──────── Recorded information ────────
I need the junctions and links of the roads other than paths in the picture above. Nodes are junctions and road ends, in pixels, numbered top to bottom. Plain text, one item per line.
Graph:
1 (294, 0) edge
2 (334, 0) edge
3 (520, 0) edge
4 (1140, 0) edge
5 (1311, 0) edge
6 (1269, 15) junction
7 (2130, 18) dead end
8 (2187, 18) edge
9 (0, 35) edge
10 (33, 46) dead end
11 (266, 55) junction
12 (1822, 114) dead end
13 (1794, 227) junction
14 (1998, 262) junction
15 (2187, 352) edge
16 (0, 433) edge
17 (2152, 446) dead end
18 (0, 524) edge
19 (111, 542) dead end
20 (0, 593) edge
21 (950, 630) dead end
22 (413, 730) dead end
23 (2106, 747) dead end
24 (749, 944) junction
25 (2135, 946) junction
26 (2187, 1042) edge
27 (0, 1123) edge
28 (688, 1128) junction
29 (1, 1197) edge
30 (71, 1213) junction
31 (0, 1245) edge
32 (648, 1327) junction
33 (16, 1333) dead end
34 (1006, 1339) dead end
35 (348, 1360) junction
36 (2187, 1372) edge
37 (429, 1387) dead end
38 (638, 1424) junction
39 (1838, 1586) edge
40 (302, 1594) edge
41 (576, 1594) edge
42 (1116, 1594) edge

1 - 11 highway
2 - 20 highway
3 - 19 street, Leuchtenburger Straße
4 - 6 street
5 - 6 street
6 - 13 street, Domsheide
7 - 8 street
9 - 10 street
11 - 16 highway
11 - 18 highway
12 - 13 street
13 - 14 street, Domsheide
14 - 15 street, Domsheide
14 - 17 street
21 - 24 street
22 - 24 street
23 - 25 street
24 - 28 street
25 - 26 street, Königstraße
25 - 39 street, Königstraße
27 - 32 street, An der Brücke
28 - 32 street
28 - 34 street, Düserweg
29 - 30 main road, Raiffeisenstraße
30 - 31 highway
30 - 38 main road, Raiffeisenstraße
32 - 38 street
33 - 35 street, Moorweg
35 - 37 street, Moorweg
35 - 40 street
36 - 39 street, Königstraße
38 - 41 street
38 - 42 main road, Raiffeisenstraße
────────
──────── Recorded information ────────
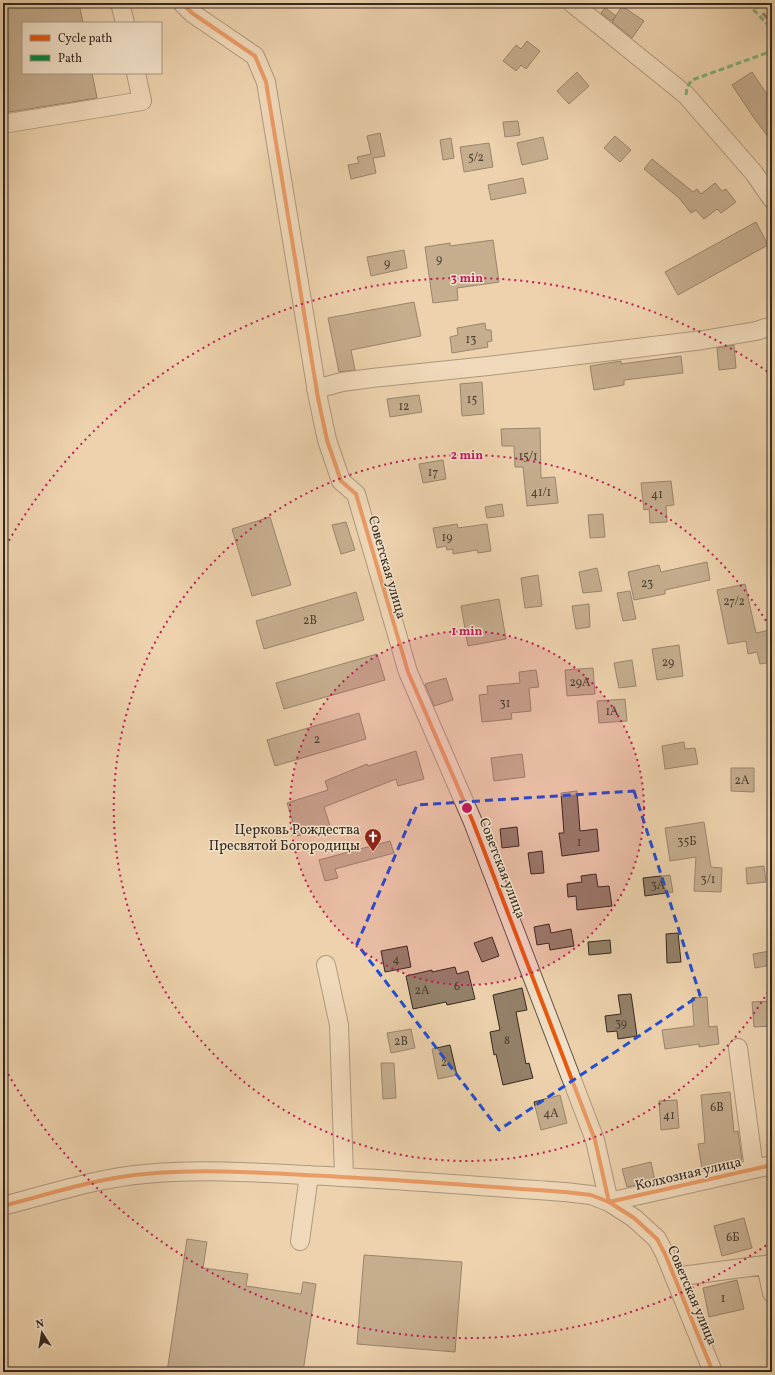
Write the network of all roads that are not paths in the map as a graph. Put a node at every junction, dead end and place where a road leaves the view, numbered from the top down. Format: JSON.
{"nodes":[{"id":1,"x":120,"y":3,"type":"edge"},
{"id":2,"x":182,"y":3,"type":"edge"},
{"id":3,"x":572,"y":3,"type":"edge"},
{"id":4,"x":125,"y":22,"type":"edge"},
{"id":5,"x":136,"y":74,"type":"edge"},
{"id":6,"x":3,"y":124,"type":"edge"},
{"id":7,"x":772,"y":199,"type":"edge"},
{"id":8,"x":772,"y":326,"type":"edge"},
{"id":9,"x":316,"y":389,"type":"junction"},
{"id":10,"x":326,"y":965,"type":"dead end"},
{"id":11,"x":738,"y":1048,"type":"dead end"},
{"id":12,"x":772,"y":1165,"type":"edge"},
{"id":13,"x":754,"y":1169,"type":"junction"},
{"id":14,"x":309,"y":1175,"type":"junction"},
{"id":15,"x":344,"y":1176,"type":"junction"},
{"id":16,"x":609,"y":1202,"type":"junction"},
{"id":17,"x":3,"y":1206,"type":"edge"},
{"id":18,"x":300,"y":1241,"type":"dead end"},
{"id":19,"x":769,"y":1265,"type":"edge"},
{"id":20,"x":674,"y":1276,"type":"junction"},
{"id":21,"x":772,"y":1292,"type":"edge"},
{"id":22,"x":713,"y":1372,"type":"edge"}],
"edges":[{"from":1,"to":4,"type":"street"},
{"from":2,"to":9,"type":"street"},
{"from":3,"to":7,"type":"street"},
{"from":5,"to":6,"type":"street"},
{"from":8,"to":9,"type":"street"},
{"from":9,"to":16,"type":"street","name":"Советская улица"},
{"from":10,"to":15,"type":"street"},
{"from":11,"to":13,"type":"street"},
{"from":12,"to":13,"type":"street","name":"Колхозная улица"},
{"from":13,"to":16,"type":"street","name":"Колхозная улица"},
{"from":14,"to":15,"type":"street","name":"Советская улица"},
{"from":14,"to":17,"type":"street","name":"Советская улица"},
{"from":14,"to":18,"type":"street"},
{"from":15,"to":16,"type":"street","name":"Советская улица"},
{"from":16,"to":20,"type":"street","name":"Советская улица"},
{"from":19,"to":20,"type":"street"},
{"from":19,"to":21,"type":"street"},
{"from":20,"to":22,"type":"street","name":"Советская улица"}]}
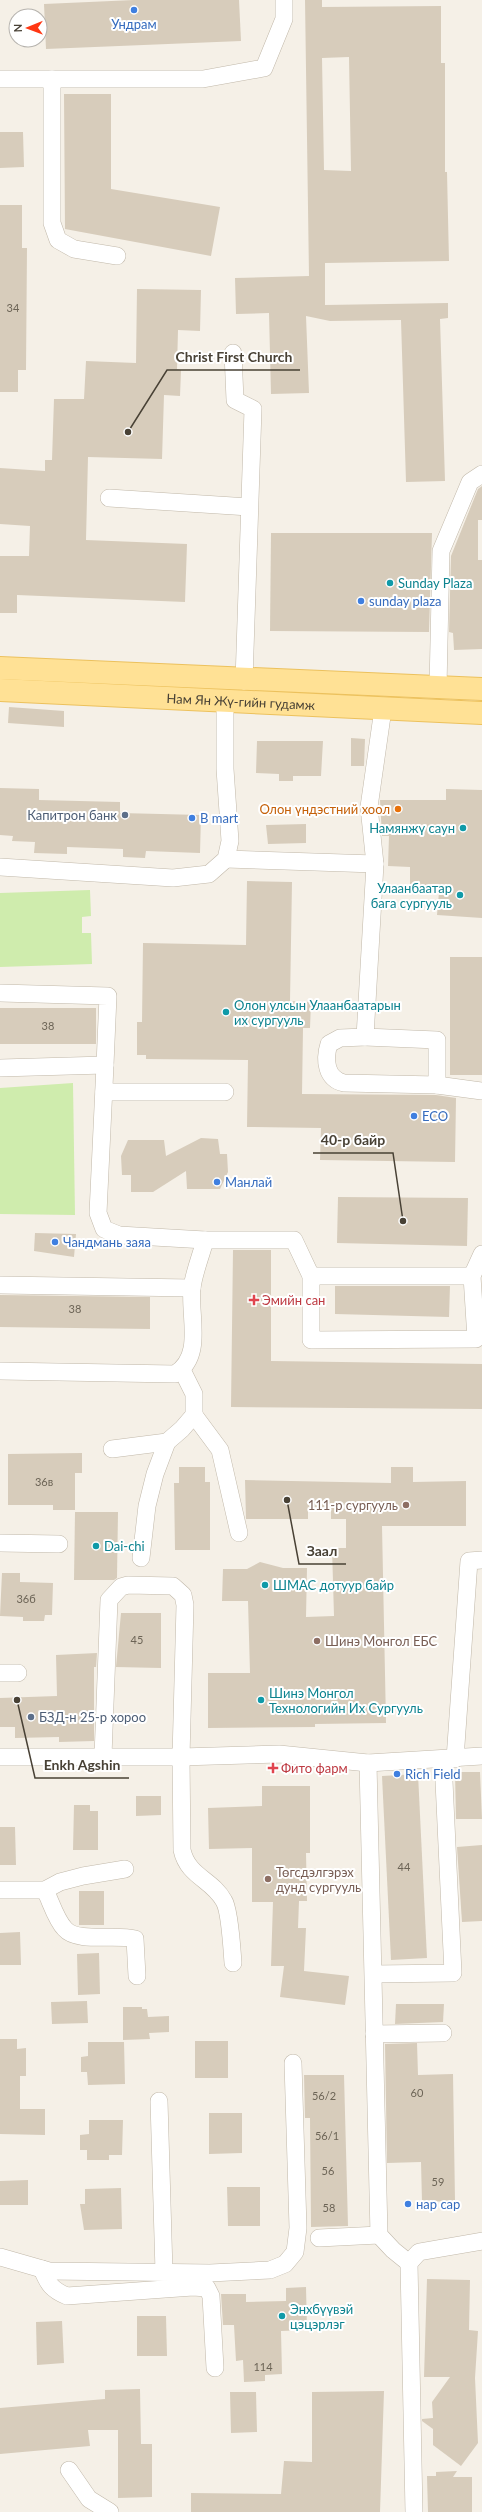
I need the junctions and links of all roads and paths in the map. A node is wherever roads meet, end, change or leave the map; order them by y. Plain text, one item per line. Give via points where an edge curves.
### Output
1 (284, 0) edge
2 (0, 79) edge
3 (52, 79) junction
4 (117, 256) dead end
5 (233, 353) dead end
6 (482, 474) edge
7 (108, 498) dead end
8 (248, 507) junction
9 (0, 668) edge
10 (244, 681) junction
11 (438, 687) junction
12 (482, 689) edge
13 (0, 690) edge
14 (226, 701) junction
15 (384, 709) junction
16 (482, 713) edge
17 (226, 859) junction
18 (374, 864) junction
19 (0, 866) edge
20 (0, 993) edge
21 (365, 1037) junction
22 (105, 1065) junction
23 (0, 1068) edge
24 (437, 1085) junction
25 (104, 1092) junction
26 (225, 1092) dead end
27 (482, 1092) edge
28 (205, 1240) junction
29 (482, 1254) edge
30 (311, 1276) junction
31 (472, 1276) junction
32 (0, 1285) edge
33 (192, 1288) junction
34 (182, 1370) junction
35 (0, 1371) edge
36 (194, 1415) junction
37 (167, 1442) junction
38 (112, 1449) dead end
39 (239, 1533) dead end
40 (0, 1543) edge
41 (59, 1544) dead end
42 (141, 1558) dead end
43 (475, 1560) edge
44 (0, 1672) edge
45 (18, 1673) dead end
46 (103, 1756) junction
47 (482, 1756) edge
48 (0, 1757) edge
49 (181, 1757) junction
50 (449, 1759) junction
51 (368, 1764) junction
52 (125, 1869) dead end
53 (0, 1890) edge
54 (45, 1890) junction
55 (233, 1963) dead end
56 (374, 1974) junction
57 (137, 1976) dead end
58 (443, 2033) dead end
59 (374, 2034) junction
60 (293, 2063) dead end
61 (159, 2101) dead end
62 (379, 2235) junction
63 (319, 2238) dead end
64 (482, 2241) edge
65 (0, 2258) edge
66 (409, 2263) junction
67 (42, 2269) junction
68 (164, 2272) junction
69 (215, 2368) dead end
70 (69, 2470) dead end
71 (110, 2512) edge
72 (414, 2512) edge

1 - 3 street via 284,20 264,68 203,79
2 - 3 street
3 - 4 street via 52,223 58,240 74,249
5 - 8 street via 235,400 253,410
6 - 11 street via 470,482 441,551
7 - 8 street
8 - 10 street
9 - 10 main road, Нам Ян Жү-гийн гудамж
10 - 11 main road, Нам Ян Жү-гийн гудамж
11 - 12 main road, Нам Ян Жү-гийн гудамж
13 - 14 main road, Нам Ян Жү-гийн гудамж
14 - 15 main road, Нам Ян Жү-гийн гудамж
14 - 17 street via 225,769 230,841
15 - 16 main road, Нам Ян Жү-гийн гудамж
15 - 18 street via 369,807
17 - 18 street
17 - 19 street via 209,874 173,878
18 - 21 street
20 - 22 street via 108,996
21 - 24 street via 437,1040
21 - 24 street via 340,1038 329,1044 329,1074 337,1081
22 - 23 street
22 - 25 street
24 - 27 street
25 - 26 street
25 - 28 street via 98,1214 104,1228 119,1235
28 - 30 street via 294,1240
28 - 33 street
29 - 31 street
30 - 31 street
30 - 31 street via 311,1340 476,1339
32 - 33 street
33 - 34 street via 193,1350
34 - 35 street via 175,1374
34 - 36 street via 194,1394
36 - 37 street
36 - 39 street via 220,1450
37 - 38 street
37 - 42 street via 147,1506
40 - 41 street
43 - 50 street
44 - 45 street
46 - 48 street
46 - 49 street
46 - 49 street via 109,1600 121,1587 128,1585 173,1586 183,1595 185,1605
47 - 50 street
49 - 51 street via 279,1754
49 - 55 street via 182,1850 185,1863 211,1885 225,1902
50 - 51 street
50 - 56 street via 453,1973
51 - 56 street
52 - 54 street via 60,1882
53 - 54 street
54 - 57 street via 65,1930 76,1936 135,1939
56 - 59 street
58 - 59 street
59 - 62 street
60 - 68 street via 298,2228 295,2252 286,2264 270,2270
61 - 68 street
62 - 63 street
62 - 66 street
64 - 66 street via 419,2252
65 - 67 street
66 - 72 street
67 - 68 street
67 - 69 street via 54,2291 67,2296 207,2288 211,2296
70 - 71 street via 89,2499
────────
What to work on: What lines above contain the word "Moorweg"? Return each such line.

Exercise output:
33 - 35 street, Moorweg
35 - 37 street, Moorweg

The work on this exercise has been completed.